In sostanza, per come la interpreto: la presa d’atto di un tradimento; ovviamente, di portata non paragonabile a vicende ingannevoli da noi vissute e ad altre simili conosciute da distanza ravvicinata, che mi induce a vagliare il punto di caduta fra le contrastanti riflessioni su rapporti di amicizia compromessi irrimediabilmente da contingenze improvvide e dolorose.

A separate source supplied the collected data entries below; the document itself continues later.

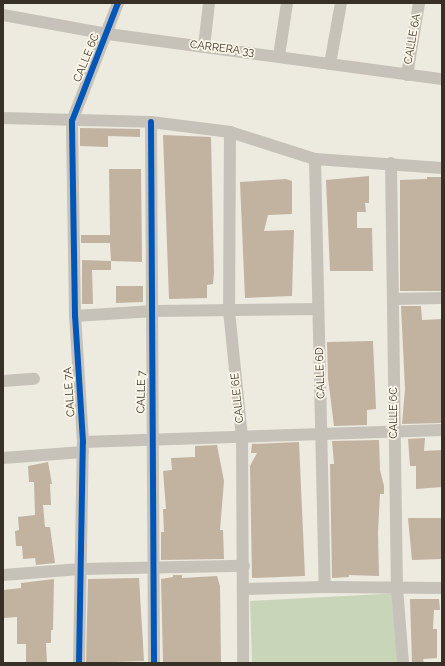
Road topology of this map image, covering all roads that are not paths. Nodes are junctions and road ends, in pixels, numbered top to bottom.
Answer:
1 (118, 3) edge
2 (210, 3) edge
3 (288, 3) edge
4 (341, 3) edge
5 (419, 3) edge
6 (3, 15) edge
7 (108, 34) junction
8 (204, 47) junction
9 (279, 56) junction
10 (330, 64) junction
11 (407, 75) junction
12 (442, 79) edge
13 (3, 118) edge
14 (72, 121) junction
15 (151, 122) junction
16 (230, 132) junction
17 (315, 159) junction
18 (391, 163) junction
19 (442, 168) edge
20 (442, 298) edge
21 (393, 299) junction
22 (318, 309) junction
23 (154, 311) junction
24 (229, 311) junction
25 (75, 316) junction
26 (34, 379) dead end
27 (3, 381) edge
28 (442, 430) edge
29 (323, 432) junction
30 (394, 433) junction
31 (242, 436) junction
32 (151, 438) junction
33 (83, 447) junction
34 (3, 458) edge
35 (244, 566) junction
36 (81, 569) junction
37 (152, 569) junction
38 (3, 575) edge
39 (325, 587) junction
40 (397, 588) junction
41 (442, 588) edge
42 (244, 589) junction
43 (79, 663) edge
44 (154, 663) edge
45 (243, 663) edge
46 (403, 663) edge

1 - 7 street, CALLE 6C
2 - 8 street
3 - 9 street
4 - 10 street
5 - 11 street, CALLE 6A
6 - 7 street, CARRERA 33
7 - 8 street, CARRERA 33
7 - 14 street, CALLE 6C
8 - 9 street, CARRERA 33
9 - 10 street, CARRERA 33
10 - 11 street, CARRERA 33
11 - 12 street, CARRERA 33
13 - 14 street
14 - 15 street
14 - 25 street, CALLE 7A
15 - 16 street
15 - 23 street, CALLE 7
16 - 17 street
16 - 24 street, CALLE 6E
17 - 18 street
17 - 22 street, CALLE 6D
18 - 19 street
18 - 21 street, CALLE 6C
20 - 21 street
21 - 30 street, CALLE 6C
22 - 24 street
22 - 29 street, CALLE 6D
23 - 24 street
23 - 25 street
23 - 32 street, CALLE 7
24 - 31 street, CALLE 6E
25 - 33 street, CALLE 7A
26 - 27 street
28 - 30 street
29 - 30 street
29 - 31 street
29 - 39 street, CALLE 6D
30 - 40 street, CALLE 6C
31 - 32 street
31 - 35 street, CALLE 6E
32 - 33 street
32 - 37 street, CALLE 7
33 - 34 street
33 - 36 street, CALLE 7A
35 - 37 street
35 - 42 street, CALLE 6E
36 - 37 street
36 - 38 street
36 - 43 street, CALLE 7A
37 - 44 street, CALLE 7
39 - 40 street
39 - 42 street
40 - 41 street
40 - 46 street, CALLE 6C
42 - 45 street, CALLE 6E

Sulle quali stendo un velo pietoso per rispetto al mistero pasquale cui è rivolto ogni mio pensiero durante questo triduo, meditando in particolare sulla tristezza che turbò nell’anima il Cristo del Getsemani e sul Suo calvario fino al momento dell’ultimo respiro, quando su tutta la terra calò il buio, che non fu quello consueto di ogni notte.
Per una coincidenza da calendario, questa giornata cade quest’anno nella data che segna per noi il compimento del settimo anno dell’ora in cui, improvvisamente e senza un’origine giustificata e giustificabile, un ben altro buio avvolse le nostre vite, impedendoci di respirare a pieni polmoni. Senza, tuttavia, spegnere la nostra preghiera silenziosa all’Onnipotente:
Che la Santa Croce del Figlio
vivifichi nel Suo amore miracoloso
schiodandola dall’afflizione
la nostra fede osteggiata da miserie umane
debilitanti e mal dissimulate
contro ogni evidenza.
Con l’augurio di Buona Pasqua, particolarmente cordiale, agli amici fraterni.